Top-level attrs are conditional sections (all, pi4, pi5, cm4, and so on). Nesting stacks filters. To drop a default, set the key to null with mkForce.

Current limits

  • No bootloader module: There's no boot.loader.raspberry-pi here. Boards rely on generic-extlinux-compatible plus U-Boot. Raspberry Pi OS has the GPU firmware load the kernel directly; we go through U-Boot so it reads extlinux.conf, which is what gives you the NixOS boot-generation menu and rollbacks. The firmware install module just stages the boot code and (optionally) U-Boot; it doesn't add a firmware-level direct-boot path. Pi 5 boots from SD via U-Boot, but USB, PCIe, and the RP1 don't come up until Linux takes over, so a USB keyboard at the U-Boot prompt won't work on Pi 5 today.

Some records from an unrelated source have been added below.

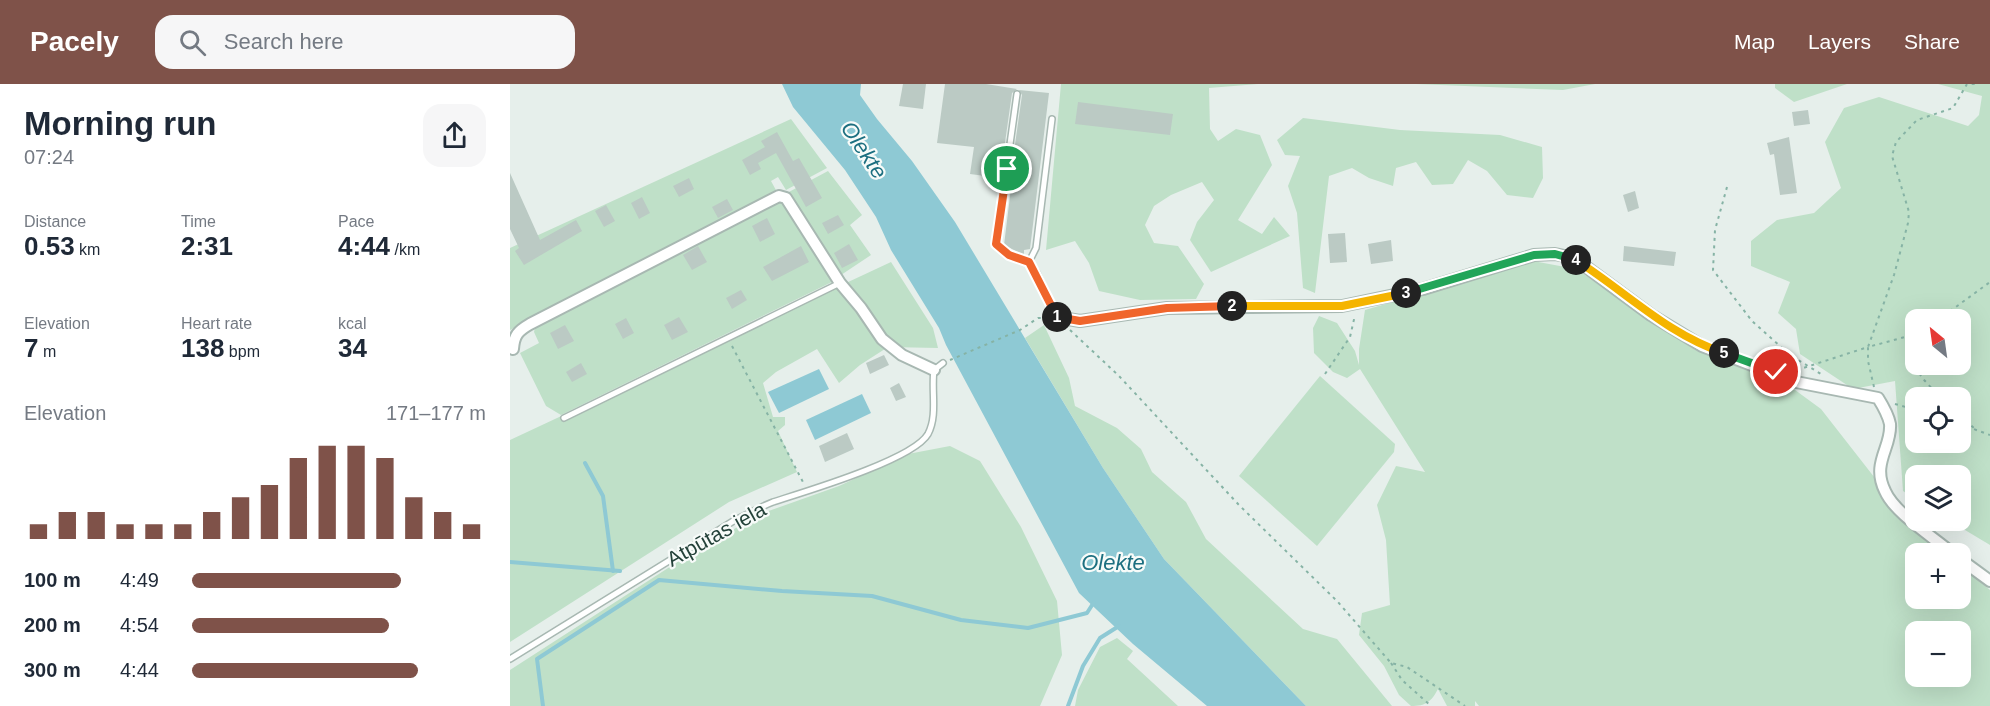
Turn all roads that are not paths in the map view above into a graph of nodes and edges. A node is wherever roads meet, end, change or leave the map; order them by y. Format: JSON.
{"nodes":[{"id":1,"x":1017,"y":94,"type":"dead end"},
{"id":2,"x":1052,"y":119,"type":"dead end"},
{"id":3,"x":1029,"y":262,"type":"junction"},
{"id":4,"x":840,"y":283,"type":"junction"},
{"id":5,"x":1056,"y":317,"type":"joint"},
{"id":6,"x":513,"y":348,"type":"dead end"},
{"id":7,"x":938,"y":366,"type":"joint"},
{"id":8,"x":564,"y":418,"type":"dead end"},
{"id":9,"x":1939,"y":543,"type":"edge"},
{"id":10,"x":1971,"y":567,"type":"edge"},
{"id":11,"x":1990,"y":581,"type":"edge"},
{"id":12,"x":510,"y":659,"type":"edge"}],
"edges":[{"from":1,"to":3,"type":"lane"},
{"from":2,"to":3,"type":"lane"},
{"from":3,"to":5,"type":"lane"},
{"from":4,"to":6,"type":"street"},
{"from":4,"to":7,"type":"street"},
{"from":4,"to":8,"type":"lane"},
{"from":5,"to":9,"type":"street"},
{"from":7,"to":12,"type":"lane","name":"Atpūtas iela"},
{"from":10,"to":11,"type":"street"}]}
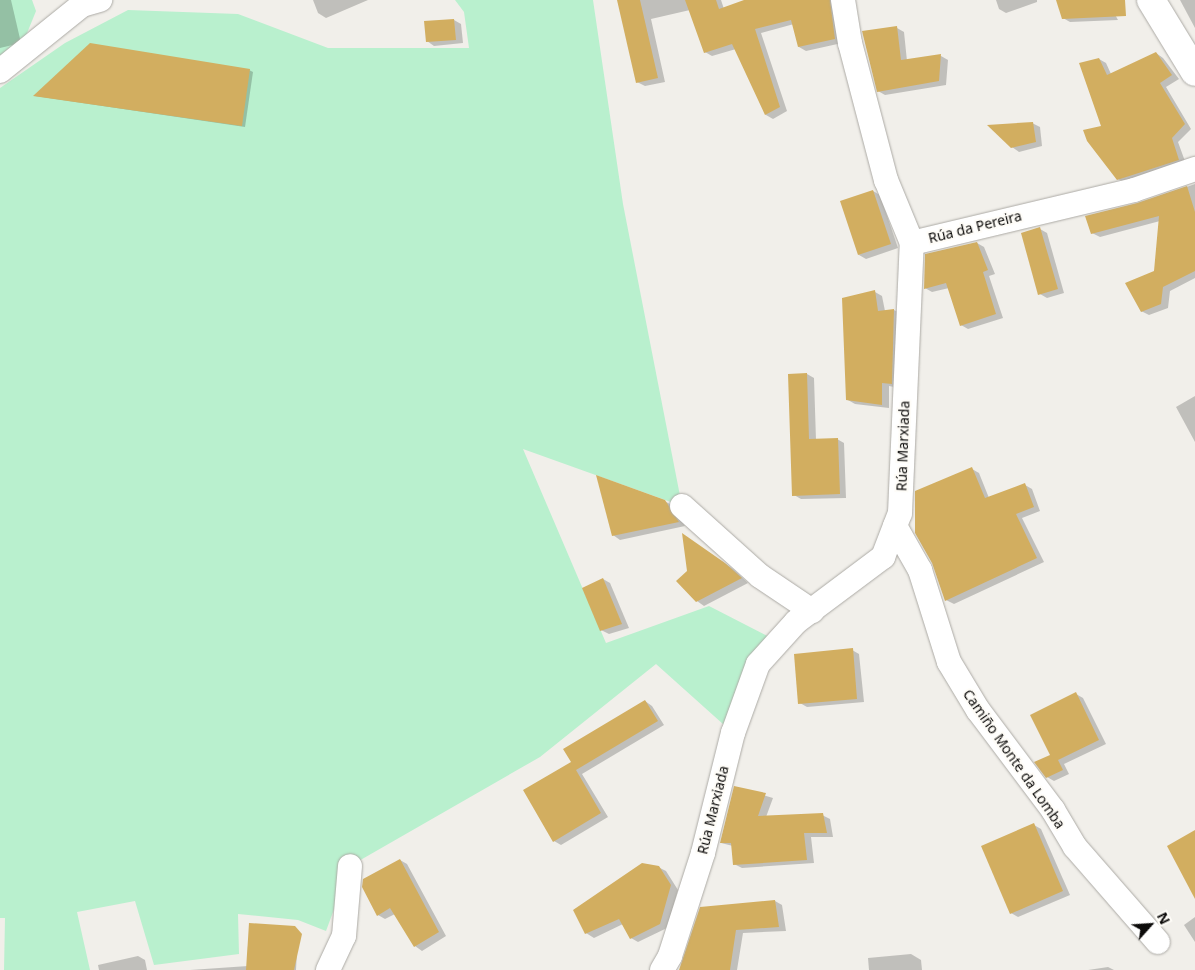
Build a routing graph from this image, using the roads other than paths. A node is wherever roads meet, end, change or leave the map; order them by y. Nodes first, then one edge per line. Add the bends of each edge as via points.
1 (100, 0) edge
2 (843, 0) edge
3 (1151, 0) edge
4 (0, 71) edge
5 (1195, 72) edge
6 (1195, 169) edge
7 (912, 243) junction
8 (682, 506) dead end
9 (895, 526) junction
10 (812, 611) junction
11 (350, 866) dead end
12 (1158, 942) dead end
13 (328, 970) edge
14 (662, 970) edge

1 - 4 street via 82,5
2 - 7 street, Rúa da Pereira via 850,43 886,180
3 - 5 main road
6 - 7 street, Rúa da Pereira via 1134,190
7 - 9 street, Rúa Marxiada via 900,513
8 - 10 street via 760,576
9 - 10 street, Rúa Marxiada via 883,557
9 - 12 street, Camiño Monte da Lomba via 920,570 949,662 978,710 1054,810 1075,848
10 - 14 street, Rúa Marxiada via 796,622 758,664 733,733 702,853 670,956
11 - 13 street via 344,936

  • Single pinned kernel: common/kernel.nix pins one linux-rpi version rather than matching each kernel to its firmware release.
  • No Pi 0/02/1 board profiles: common/kernel.nix accepts rpiVersion = 1, but there's no 0/, 02/, or 1/ directory wiring that kernel up into a profile you can import via <nixos-hardware/raspberry-pi/...>.